BRIEF
Copy out nothing but the line containing "Build a routing" and the lines that follow it to the end of the entries, exactly as they stand.

☆ ☆ ☆

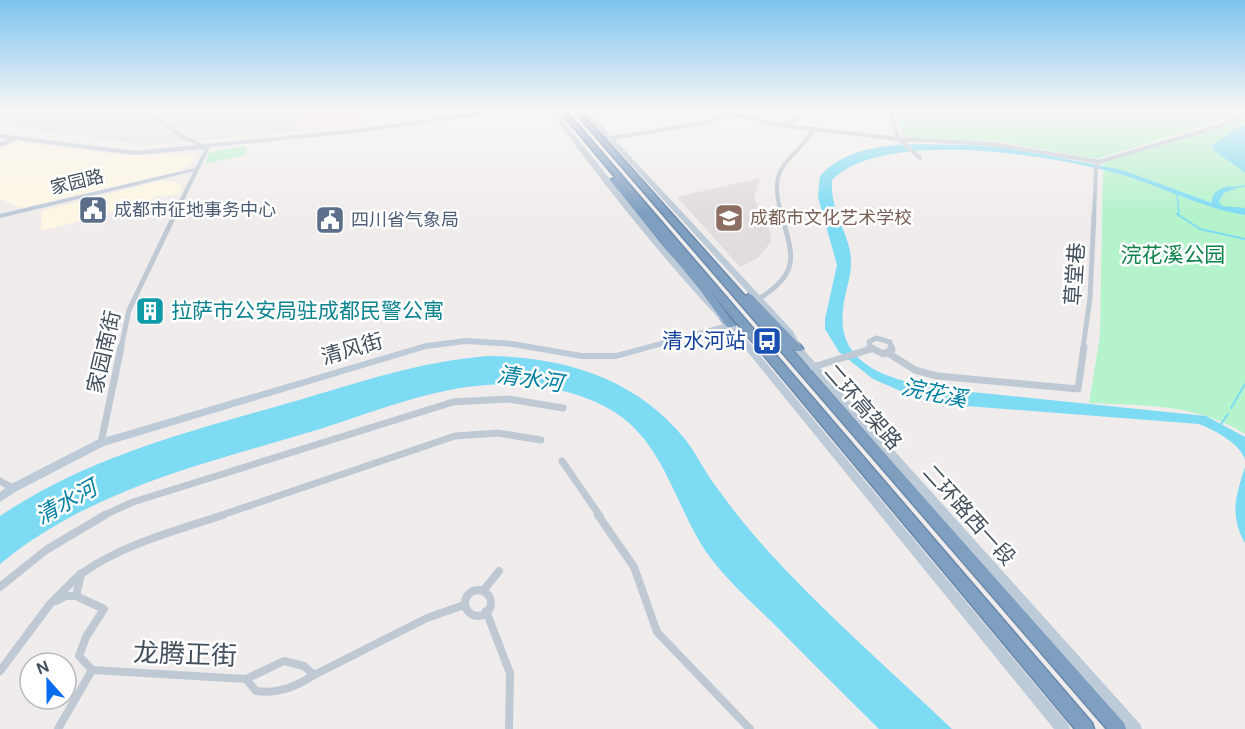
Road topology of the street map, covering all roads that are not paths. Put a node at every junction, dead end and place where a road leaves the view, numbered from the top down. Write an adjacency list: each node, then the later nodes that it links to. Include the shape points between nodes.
1 (72, 145): 13 (main road, via 135,153)
2 (109, 145): 3 (main road, via 140,149)
3 (201, 145): 13 (main road)
4 (231, 145): 13 (main road)
5 (579, 145): 21 (main road, via 694,289)
6 (592, 145): 14 (highway, 二环高架路)
7 (607, 145): 15 (highway, 二环高架路)
8 (618, 145): 20 (main road, 二环路西一段)
9 (802, 145): 20 (street, via 779,171 778,198 792,260 772,293)
10 (906, 145): 16 (street)
11 (994, 145): 17 (street)
12 (1160, 145): 17 (street)
13 (208, 148): 18 (main road, 家园南街)
14 (601, 156): 21 (highway, via 623,193); 49 (highway, 二环高架路)
15 (617, 157): 22 (highway); 50 (highway, 二环高架路)
16 (921, 158)
17 (1097, 165): 24 (street, 草堂巷, via 1090,298 1078,389 937,376 915,370)
18 (197, 169): 19 (main road, 家园路); 28 (street, 家园南街, via 129,310)
19 (2, 215)
20 (759, 299): 22 (main road, 二环路西一段, via 790,333)
21 (730, 325): 28 (main road, 清风街, via 616,356 582,356 466,341 426,346); 48 (main road)
22 (798, 349): 25 (main road, 二环路西一段)
23 (871, 349): 24 (street); 24 (street, via 870,340 884,339 892,345); 25 (street)
24 (888, 353)
25 (813, 366): 51 (main road, 二环路西一段)
26 (563, 408): 35 (street, via 509,398 453,402 133,502 94,519 55,543)
27 (540, 440): 34 (street, via 498,433 455,436 134,545 103,558)
28 (101, 443): 31 (main road, 清风街)
29 (562, 460): 47 (street, via 634,567 657,632)
30 (0, 481): 31 (street)
31 (13, 488): 32 (main road, 清风街)
32 (0, 498)
33 (499, 572): 36 (street)
34 (81, 574): 37 (street); 38 (street)
35 (0, 587)
36 (483, 591): 39 (street, via 470,594); 40 (street, via 491,599)
37 (76, 596): 38 (street); 41 (street, via 104,609 80,646 79,656)
38 (50, 604): 42 (street)
39 (464, 605): 40 (street, via 470,614); 43 (street, via 427,618)
40 (486, 611): 46 (street, via 510,673)
41 (92, 670): 44 (street, 龙腾正街); 45 (street)
42 (0, 671)
43 (314, 675): 44 (street, 龙腾正街, via 304,666 285,661); 44 (street, via 275,694 256,691)
44 (246, 679)
45 (58, 729)
46 (509, 729)
47 (750, 729)
48 (1063, 729)
49 (1086, 729)
50 (1118, 729)
51 (1135, 729)

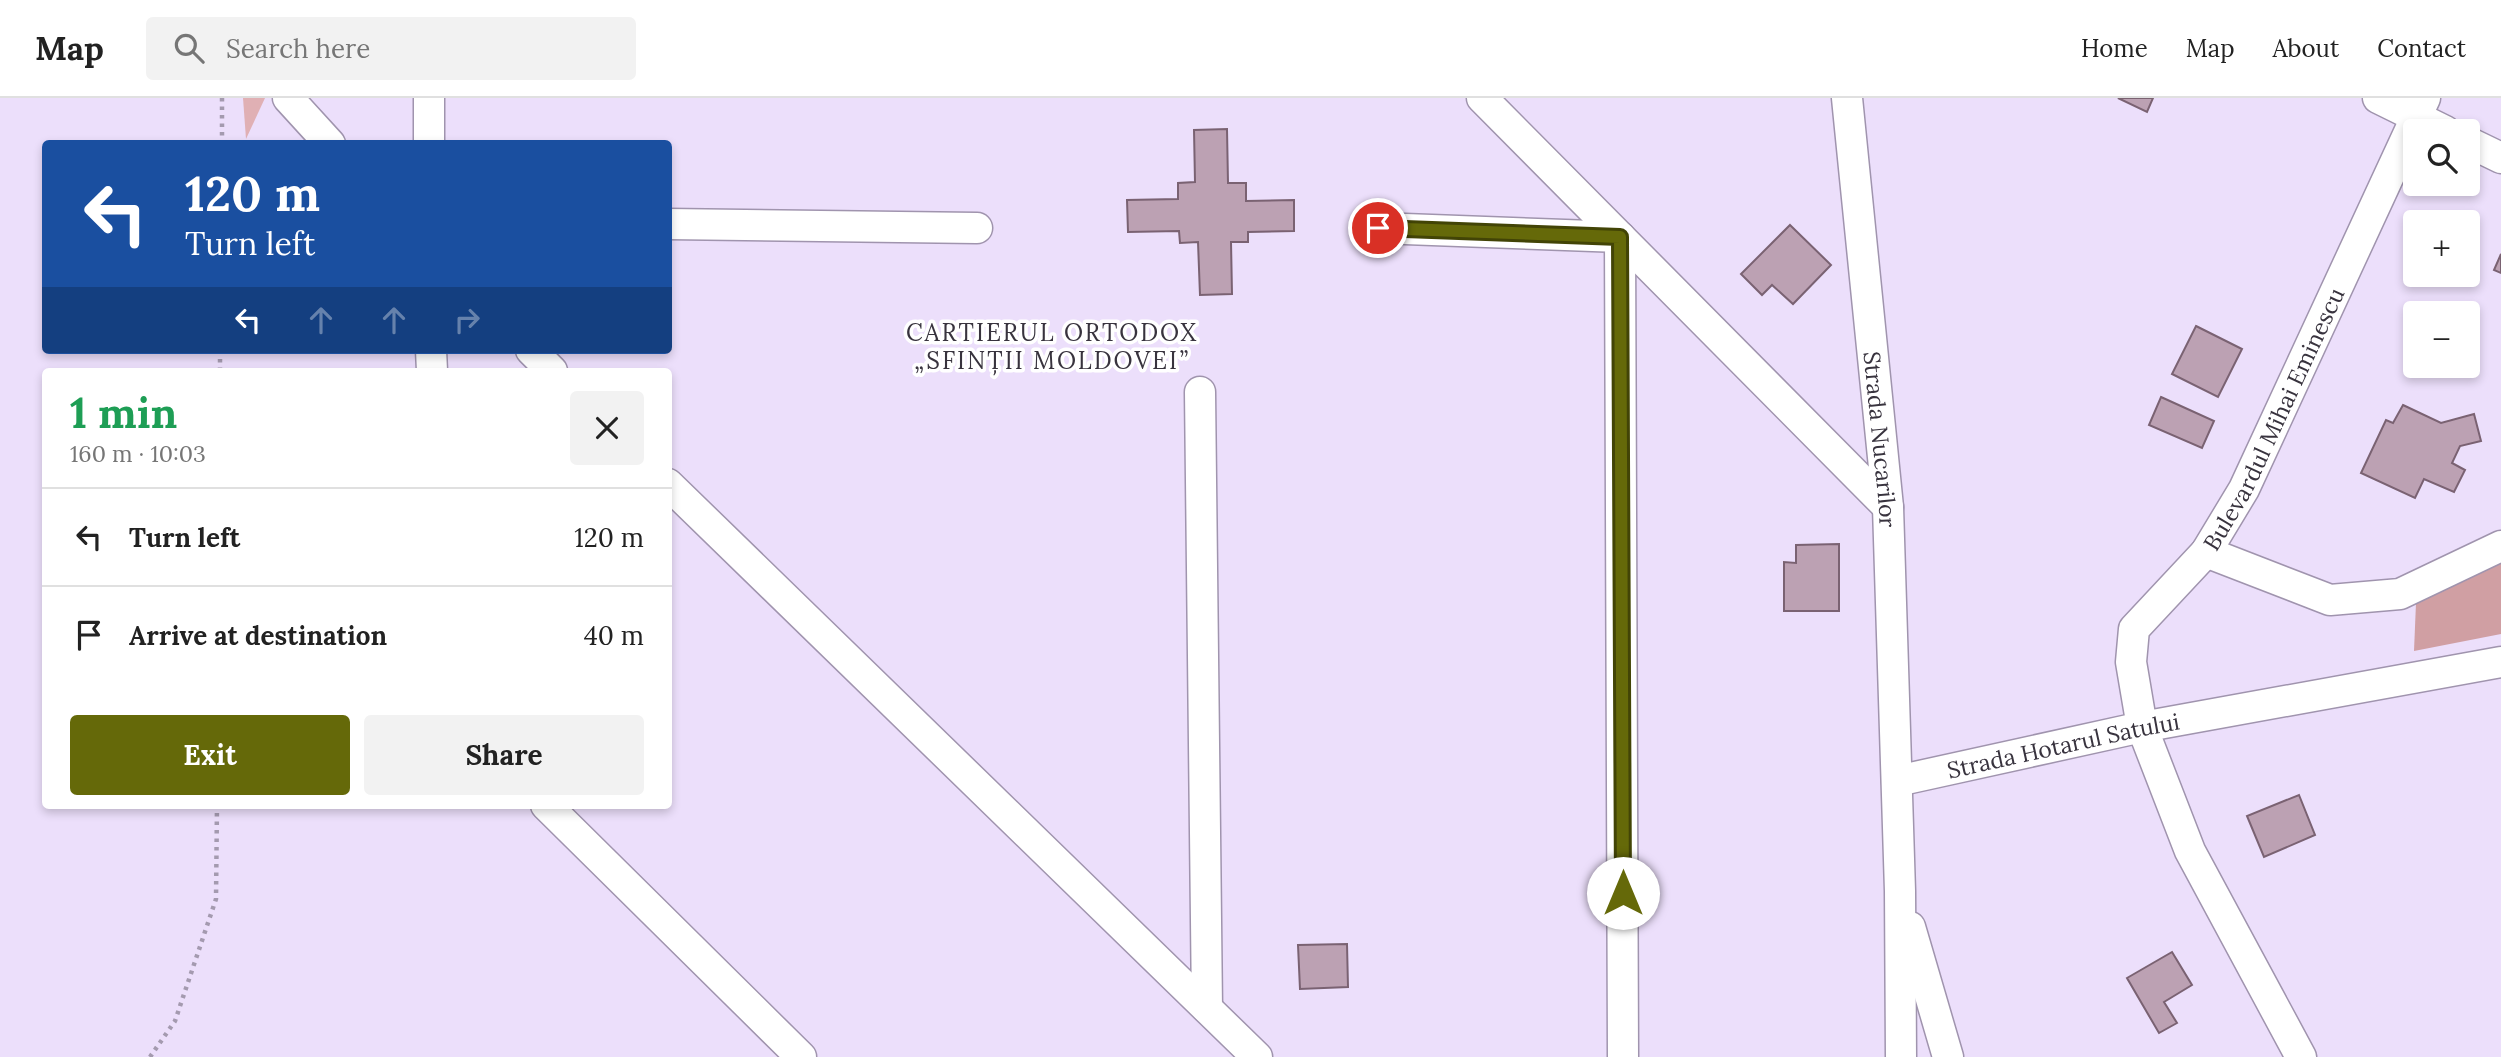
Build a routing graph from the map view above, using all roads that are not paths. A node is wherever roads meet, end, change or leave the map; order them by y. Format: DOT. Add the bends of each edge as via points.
graph roads {
  1 [pos="288,98"];
  2 [pos="429,98"];
  3 [pos="1482,98"];
  4 [pos="1847,98"];
  5 [pos="2378,98"];
  6 [pos="2421,108"];
  7 [pos="326,140"];
  8 [pos="429,140"];
  9 [pos="2480,148"];
  10 [pos="2501,158"];
  11 [pos="672,224"];
  12 [pos="977,228"];
  13 [pos="1378,228"];
  14 [pos="1620,237"];
  15 [pos="535,354"];
  16 [pos="549,368"];
  17 [pos="1200,392"];
  18 [pos="672,488"];
  19 [pos="1888,507"];
  20 [pos="2501,546"];
  21 [pos="2206,552"];
  22 [pos="2501,662"];
  23 [pos="2142,727"];
  24 [pos="1897,781"];
  25 [pos="550,809"];
  26 [pos="1900,891"];
  27 [pos="1207,1008"];
  28 [pos="802,1057"];
  29 [pos="1257,1057"];
  30 [pos="1623,1057"];
  31 [pos="1901,1057"];
  32 [pos="1948,1057"];
  33 [pos="2301,1057"];
  1 -- 7 [label="street"];
  2 -- 8 [label="street"];
  3 -- 14 [label="street"];
  4 -- 19 [label="street, Strada Nucarilor"];
  5 -- 6 [label="street"];
  6 -- 21 [label="street, Bulevardul Mihai Eminescu" via="2245,489"];
  9 -- 10 [label="street"];
  11 -- 12 [label="street"];
  13 -- 14 [label="street"];
  14 -- 19 [label="street"];
  14 -- 30 [label="street"];
  15 -- 16 [label="street"];
  17 -- 27 [label="street"];
  18 -- 27 [label="street"];
  19 -- 24 [label="street, Strada Nucarilor"];
  20 -- 21 [label="street" via="2400,594 2330,600"];
  21 -- 23 [label="street, Bulevardul Mihai Eminescu" via="2134,629 2131,662"];
  22 -- 23 [label="street, Strada Hotarul Satului"];
  23 -- 24 [label="street, Strada Hotarul Satului"];
  23 -- 33 [label="street, Bulevardul Mihai Eminescu" via="2190,851"];
  24 -- 26 [label="street"];
  25 -- 28 [label="street"];
  26 -- 31 [label="street"];
  26 -- 32 [label="street"];
  27 -- 29 [label="street"];
}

☆ ☆ ☆

WRITTEN RESPONSE
Build a routing graph from the map view above, using all roads that are not paths. A node is wherever roads meet, end, change or leave the map; order them by y. Format: DOT. Add the bends of each edge as via points.
graph roads {
  1 [pos="288,98"];
  2 [pos="429,98"];
  3 [pos="1482,98"];
  4 [pos="1847,98"];
  5 [pos="2378,98"];
  6 [pos="2421,108"];
  7 [pos="326,140"];
  8 [pos="429,140"];
  9 [pos="2480,148"];
  10 [pos="2501,158"];
  11 [pos="672,224"];
  12 [pos="977,228"];
  13 [pos="1378,228"];
  14 [pos="1620,237"];
  15 [pos="535,354"];
  16 [pos="549,368"];
  17 [pos="1200,392"];
  18 [pos="672,488"];
  19 [pos="1888,507"];
  20 [pos="2501,546"];
  21 [pos="2206,552"];
  22 [pos="2501,662"];
  23 [pos="2142,727"];
  24 [pos="1897,781"];
  25 [pos="550,809"];
  26 [pos="1900,891"];
  27 [pos="1207,1008"];
  28 [pos="802,1057"];
  29 [pos="1257,1057"];
  30 [pos="1623,1057"];
  31 [pos="1901,1057"];
  32 [pos="1948,1057"];
  33 [pos="2301,1057"];
  1 -- 7 [label="street"];
  2 -- 8 [label="street"];
  3 -- 14 [label="street"];
  4 -- 19 [label="street, Strada Nucarilor"];
  5 -- 6 [label="street"];
  6 -- 21 [label="street, Bulevardul Mihai Eminescu" via="2245,489"];
  9 -- 10 [label="street"];
  11 -- 12 [label="street"];
  13 -- 14 [label="street"];
  14 -- 19 [label="street"];
  14 -- 30 [label="street"];
  15 -- 16 [label="street"];
  17 -- 27 [label="street"];
  18 -- 27 [label="street"];
  19 -- 24 [label="street, Strada Nucarilor"];
  20 -- 21 [label="street" via="2400,594 2330,600"];
  21 -- 23 [label="street, Bulevardul Mihai Eminescu" via="2134,629 2131,662"];
  22 -- 23 [label="street, Strada Hotarul Satului"];
  23 -- 24 [label="street, Strada Hotarul Satului"];
  23 -- 33 [label="street, Bulevardul Mihai Eminescu" via="2190,851"];
  24 -- 26 [label="street"];
  25 -- 28 [label="street"];
  26 -- 31 [label="street"];
  26 -- 32 [label="street"];
  27 -- 29 [label="street"];
}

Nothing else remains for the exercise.